Free-Association Economics


June 23, 1993|By JOAN I. GRECO

New York. -- At times like these, when a new economic plan is brought forward and a swarm of economists descend upon it -- each certain that the plan will doom us or certain that the plan will save us -- even the most credulous may begin to question whether these economists really know anything.

Well, it is time to put these questions to rest. The answer is that economists don't know anything special. However, by careful use of techniques developed in related academic disciplines, we may all be able to help make economics a more worthwhile pursuit.

Why don't economists know anything special? Because economics is simply a social science, like psychology; it attempts to find patterns and make predictions about human behavior. Unlike psychology, however, economists are not able to conduct controlled experiments to test their theories. You can put a white rat through a maze to see how fast it will learn, but you can't cut its capital-gains tax to see how fast it'll invest.

So economists are forced to study our very uncontrolled world and argue over which one of the zillion things that happened on Monday caused one of the zillion things that happened on Tuesday. While economists have accomplished much under these severe handicaps -- such as making up cool names like ''M1'' for the money supply -- they have a lot of difficulty when it comes to explaining what the economy was, is, or will be doing.

The good citizen should not despair. Economics is about human behavior, and Sigmund Freud showed us that one could plumb the depths of the psyche by the process of free association. We can evaluate President Clinton's economic plan the same way -- by turning off the laser beam, looking within ourselves and going with whatever pops into our unfocused heads.

In order to get you going, I will share with you some of the insights I reached using this method. But remember, these are just examples -- it's up to each of you to try this on your own.

Q: Should there be more spending cuts?

A: OK, I am envisioning . . . dinner. A bunch of my friends and I are going out to dinner. At the end of the evening we are going to split the check evenly. So what do I do? I eat like a pig. Order the lobster. That's what my friends are doing, anyway, and I'll be damned if I'm going to subsidize their fancy meal.

That's what government spending is. We're all going out to dinner and splitting the check 200 million ways. So you know we don't really need everything we ordered. We could have done without the appetizers. We hardly touched that second round of margaritas. Frankly, if we were paying for it ourselves we would have ordered the chicken. So yeah, definitely. More spending cuts.

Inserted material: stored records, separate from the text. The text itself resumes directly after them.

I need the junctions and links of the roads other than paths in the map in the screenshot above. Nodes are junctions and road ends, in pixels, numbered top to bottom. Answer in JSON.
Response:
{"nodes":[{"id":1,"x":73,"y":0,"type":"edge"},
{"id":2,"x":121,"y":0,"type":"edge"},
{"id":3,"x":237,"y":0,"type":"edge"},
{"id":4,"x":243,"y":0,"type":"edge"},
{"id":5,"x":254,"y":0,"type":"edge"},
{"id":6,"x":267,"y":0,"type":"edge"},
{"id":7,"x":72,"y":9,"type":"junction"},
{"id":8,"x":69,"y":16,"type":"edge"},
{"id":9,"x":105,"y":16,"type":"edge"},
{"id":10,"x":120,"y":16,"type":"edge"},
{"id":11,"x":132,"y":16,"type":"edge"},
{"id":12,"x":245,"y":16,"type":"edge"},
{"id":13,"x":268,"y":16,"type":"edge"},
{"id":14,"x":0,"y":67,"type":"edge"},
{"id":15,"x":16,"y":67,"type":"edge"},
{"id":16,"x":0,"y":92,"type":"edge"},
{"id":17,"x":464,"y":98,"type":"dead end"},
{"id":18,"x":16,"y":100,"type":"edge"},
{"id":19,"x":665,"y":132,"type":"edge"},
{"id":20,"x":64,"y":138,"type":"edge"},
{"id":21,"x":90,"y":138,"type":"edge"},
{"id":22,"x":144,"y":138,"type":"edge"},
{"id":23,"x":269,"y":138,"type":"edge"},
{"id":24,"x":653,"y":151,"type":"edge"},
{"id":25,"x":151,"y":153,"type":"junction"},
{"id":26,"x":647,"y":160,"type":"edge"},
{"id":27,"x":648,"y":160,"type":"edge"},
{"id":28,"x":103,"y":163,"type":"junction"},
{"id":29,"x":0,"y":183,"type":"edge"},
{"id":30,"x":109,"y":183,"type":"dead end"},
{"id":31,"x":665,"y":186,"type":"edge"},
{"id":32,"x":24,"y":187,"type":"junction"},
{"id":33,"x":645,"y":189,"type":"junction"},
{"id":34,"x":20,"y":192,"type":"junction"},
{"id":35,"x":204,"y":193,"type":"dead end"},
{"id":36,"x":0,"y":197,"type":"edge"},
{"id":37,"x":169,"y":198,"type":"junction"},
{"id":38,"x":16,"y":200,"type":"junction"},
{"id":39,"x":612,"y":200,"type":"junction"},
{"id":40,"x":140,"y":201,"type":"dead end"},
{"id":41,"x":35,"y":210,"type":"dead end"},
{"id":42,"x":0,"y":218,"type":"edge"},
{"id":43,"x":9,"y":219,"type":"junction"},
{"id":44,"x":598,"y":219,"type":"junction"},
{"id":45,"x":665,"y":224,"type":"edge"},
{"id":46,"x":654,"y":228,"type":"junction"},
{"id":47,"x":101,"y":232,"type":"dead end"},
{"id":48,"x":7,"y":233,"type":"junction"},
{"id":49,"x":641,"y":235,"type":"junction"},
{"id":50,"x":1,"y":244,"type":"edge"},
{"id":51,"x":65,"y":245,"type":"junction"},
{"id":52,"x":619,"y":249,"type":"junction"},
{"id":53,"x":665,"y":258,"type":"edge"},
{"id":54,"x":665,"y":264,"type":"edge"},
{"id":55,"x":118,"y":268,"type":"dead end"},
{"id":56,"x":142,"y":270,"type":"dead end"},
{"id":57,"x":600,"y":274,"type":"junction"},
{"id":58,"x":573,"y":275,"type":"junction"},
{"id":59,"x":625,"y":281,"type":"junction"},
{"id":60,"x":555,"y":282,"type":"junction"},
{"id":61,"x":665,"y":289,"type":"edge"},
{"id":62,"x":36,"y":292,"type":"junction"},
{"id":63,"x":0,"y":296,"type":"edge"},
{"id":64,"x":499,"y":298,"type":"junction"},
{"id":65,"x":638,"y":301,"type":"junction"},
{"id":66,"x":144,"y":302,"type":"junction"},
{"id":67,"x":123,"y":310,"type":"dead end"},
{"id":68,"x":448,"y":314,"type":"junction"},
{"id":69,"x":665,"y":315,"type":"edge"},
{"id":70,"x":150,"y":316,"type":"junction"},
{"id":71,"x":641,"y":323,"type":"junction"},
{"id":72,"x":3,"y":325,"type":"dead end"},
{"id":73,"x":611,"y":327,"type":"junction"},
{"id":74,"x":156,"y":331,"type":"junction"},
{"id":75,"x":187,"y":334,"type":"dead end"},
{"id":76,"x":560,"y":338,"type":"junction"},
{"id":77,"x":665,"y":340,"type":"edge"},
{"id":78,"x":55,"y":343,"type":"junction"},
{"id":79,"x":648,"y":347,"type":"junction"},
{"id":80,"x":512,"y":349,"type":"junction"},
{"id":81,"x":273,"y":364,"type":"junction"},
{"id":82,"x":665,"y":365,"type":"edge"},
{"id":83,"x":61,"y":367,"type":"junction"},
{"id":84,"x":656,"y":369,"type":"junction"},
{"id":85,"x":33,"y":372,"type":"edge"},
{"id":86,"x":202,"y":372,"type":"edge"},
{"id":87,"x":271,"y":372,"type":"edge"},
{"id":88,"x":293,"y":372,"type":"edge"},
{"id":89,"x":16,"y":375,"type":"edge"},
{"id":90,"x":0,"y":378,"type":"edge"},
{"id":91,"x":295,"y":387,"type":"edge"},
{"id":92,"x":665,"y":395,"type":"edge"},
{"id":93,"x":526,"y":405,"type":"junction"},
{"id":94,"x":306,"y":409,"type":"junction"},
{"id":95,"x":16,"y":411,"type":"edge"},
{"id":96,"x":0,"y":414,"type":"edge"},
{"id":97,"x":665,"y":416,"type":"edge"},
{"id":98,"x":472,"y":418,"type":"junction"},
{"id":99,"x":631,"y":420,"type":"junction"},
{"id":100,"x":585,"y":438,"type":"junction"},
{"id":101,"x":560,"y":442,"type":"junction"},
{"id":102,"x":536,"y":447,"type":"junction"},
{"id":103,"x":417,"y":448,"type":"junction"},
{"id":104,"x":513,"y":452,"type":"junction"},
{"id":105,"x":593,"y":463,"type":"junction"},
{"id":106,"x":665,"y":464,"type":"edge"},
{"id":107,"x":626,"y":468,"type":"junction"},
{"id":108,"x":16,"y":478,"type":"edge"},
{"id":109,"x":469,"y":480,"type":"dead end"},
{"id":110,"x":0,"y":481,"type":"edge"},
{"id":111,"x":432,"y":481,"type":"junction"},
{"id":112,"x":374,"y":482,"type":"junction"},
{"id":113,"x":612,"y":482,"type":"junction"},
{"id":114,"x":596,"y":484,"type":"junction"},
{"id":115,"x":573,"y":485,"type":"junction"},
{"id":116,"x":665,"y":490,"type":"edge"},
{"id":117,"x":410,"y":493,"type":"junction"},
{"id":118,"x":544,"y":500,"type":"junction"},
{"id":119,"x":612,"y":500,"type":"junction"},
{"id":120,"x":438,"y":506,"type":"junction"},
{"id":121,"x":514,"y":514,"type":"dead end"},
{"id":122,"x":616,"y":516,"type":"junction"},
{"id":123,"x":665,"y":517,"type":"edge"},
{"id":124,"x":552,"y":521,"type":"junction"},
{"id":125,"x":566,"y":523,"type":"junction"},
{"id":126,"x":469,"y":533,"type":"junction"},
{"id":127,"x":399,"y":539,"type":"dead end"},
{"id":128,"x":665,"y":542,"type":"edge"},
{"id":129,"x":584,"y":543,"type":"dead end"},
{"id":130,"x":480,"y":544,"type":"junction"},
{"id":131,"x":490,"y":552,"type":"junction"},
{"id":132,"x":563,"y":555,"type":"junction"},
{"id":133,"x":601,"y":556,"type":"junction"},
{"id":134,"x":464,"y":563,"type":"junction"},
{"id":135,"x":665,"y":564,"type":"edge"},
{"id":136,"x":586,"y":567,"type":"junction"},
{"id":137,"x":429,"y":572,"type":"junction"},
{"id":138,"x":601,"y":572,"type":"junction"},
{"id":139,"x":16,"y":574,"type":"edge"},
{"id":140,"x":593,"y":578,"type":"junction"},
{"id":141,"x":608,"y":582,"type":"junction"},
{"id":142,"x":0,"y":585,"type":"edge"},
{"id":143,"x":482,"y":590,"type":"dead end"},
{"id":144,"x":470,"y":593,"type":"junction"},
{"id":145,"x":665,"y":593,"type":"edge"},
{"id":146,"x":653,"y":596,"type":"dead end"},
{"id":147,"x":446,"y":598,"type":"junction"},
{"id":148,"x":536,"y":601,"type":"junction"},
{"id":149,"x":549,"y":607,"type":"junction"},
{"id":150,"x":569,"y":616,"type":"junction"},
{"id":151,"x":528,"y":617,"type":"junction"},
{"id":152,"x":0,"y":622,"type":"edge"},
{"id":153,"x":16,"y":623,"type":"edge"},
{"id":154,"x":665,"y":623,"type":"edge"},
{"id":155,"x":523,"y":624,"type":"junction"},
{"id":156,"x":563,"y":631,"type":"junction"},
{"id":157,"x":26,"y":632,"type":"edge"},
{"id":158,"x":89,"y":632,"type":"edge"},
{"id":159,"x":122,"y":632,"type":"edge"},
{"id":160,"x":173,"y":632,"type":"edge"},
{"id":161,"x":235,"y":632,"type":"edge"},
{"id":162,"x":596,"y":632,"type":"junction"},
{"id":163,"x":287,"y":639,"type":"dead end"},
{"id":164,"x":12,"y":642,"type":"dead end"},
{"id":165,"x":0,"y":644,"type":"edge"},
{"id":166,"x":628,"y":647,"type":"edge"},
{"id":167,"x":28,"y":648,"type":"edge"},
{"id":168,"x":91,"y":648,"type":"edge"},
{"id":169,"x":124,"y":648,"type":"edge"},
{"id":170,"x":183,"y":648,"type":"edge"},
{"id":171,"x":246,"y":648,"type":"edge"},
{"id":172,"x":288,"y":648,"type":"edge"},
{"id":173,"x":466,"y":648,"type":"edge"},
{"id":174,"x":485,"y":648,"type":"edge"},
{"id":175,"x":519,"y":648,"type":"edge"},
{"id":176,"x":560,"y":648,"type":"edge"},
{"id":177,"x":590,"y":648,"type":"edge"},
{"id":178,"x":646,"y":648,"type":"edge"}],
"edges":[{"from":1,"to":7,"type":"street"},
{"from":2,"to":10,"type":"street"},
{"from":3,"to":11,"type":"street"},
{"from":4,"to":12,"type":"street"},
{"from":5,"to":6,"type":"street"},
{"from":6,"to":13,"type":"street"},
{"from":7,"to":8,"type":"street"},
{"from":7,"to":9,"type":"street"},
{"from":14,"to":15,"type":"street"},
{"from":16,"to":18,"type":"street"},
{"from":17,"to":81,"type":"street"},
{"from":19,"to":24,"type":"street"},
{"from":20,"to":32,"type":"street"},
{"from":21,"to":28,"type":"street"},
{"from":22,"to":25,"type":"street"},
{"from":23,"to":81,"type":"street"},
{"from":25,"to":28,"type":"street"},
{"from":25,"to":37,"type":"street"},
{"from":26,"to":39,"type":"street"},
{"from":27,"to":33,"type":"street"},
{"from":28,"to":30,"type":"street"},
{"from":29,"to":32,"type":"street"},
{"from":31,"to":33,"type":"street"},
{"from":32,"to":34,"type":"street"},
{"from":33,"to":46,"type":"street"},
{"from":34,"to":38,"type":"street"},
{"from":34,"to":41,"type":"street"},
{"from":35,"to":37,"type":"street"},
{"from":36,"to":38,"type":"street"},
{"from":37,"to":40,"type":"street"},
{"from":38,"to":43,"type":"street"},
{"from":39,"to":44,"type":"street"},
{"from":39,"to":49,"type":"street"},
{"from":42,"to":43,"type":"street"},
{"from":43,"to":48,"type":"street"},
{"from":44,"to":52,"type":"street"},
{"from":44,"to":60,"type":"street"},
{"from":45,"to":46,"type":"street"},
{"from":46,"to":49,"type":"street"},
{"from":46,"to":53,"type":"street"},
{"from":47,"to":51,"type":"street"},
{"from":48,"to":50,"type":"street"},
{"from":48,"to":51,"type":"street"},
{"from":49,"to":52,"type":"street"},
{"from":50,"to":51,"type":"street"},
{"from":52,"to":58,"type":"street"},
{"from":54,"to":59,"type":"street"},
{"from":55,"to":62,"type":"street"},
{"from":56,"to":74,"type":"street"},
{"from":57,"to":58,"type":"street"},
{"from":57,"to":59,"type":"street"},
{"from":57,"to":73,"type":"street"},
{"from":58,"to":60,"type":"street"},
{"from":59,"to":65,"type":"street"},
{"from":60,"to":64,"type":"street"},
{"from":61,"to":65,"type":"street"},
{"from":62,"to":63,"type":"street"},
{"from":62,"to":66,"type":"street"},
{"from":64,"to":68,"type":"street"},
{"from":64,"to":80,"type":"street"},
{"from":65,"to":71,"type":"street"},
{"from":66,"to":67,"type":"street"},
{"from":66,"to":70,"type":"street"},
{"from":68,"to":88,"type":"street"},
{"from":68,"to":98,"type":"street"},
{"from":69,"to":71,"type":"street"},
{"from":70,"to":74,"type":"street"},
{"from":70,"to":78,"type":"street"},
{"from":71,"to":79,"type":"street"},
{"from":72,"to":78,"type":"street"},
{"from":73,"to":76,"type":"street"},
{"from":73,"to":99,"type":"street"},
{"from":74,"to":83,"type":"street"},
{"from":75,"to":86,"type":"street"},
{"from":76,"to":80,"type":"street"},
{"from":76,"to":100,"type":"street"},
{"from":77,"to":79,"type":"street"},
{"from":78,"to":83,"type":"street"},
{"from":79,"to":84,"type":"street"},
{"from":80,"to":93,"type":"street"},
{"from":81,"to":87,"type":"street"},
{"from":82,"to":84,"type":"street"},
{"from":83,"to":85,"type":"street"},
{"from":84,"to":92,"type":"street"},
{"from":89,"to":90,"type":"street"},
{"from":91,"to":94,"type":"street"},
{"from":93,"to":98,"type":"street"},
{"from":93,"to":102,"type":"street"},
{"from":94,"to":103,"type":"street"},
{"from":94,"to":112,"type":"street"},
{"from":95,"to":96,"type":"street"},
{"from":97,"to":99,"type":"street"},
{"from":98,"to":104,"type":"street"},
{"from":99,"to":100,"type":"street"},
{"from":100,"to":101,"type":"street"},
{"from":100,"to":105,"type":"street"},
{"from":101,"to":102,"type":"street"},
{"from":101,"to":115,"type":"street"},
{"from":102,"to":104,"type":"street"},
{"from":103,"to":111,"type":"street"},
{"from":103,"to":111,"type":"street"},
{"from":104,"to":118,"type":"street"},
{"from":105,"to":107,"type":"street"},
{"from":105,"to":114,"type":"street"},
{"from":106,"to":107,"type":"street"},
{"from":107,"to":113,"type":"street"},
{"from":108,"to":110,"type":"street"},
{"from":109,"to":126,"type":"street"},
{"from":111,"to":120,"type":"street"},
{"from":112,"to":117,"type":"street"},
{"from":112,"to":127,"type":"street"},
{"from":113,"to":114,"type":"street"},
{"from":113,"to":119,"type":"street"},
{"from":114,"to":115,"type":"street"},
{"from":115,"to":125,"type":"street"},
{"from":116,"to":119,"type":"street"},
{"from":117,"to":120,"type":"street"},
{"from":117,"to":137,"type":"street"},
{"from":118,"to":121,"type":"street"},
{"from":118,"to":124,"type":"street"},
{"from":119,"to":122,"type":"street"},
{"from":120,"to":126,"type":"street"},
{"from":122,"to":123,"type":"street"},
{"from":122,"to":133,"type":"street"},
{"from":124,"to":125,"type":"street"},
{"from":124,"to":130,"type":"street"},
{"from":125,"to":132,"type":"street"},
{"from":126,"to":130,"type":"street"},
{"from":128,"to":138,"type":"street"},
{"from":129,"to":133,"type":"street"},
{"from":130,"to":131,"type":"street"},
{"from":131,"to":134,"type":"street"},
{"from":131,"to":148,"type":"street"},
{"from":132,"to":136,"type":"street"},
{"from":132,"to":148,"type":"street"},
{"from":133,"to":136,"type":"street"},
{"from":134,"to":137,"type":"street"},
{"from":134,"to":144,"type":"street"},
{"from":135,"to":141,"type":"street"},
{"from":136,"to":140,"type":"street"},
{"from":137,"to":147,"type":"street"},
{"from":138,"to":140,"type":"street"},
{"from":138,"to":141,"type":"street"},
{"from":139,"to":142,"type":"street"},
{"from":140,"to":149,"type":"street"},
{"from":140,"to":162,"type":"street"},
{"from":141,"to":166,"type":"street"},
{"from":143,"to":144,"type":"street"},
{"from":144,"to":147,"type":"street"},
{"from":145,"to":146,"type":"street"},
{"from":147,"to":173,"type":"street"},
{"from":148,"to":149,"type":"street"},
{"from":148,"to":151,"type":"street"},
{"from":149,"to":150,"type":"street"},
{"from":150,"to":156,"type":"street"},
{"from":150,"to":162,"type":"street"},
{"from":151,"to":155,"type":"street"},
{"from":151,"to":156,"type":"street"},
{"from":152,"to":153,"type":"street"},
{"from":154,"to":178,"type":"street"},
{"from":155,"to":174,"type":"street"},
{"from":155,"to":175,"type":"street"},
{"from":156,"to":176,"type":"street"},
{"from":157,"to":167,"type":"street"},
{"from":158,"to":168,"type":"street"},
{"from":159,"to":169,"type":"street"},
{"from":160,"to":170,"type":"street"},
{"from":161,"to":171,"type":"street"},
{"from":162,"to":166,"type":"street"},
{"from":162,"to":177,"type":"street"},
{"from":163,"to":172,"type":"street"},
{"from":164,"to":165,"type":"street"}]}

4 Q: What will be the impact of the tax increases?

A: I am envisioning . . . a Godzilla movie. Godzilla is the tax. He's attacking a town nestled on a cliff. The people in the town are money.

What happens when Godzilla starts lumbering toward the town, jTC breathing fire and screeching? Do the townspeople stand around, ready to welcome 'Zilla with open arms? No. They run away. Most aren't so foolish as to jump off the cliff to their deaths, but they'll try everywhere else they can think of to hide. Godzilla will still find a few losers in the street when he gets there, but not nearly as many as he thought.

So what we see here is: (1) It's not true that rich people will just sit at home and sulk and stop making money if their taxes go up. That's like avoiding Godzilla by jumping off a cliff. (2) It is true that people will do everything else they can to avoid paying the taxes. So Godzilla's got to think, if all those screaming dollar bills are going to run away anyway, are there some places that he'd rather see them run than others? Maybe Godzilla should stomp on some wasteful tax shelters and get the folk fleeing to more productive parts of town.

Q: Were the '80s really so bad?

A: I am envisioning . . . my co-op. I bought it in 1987 with a five-year balloon mortgage; now the entire principal is due, no one will refinance the mortgage, and the place is worth about half of what I owe on it. So, yes. The '80s were bad.

See how easy that was? Now you try it at home. Perhaps, if we all work at it, we can make a respectable social science out of economics after all.

Joan I. Greco is a television writer.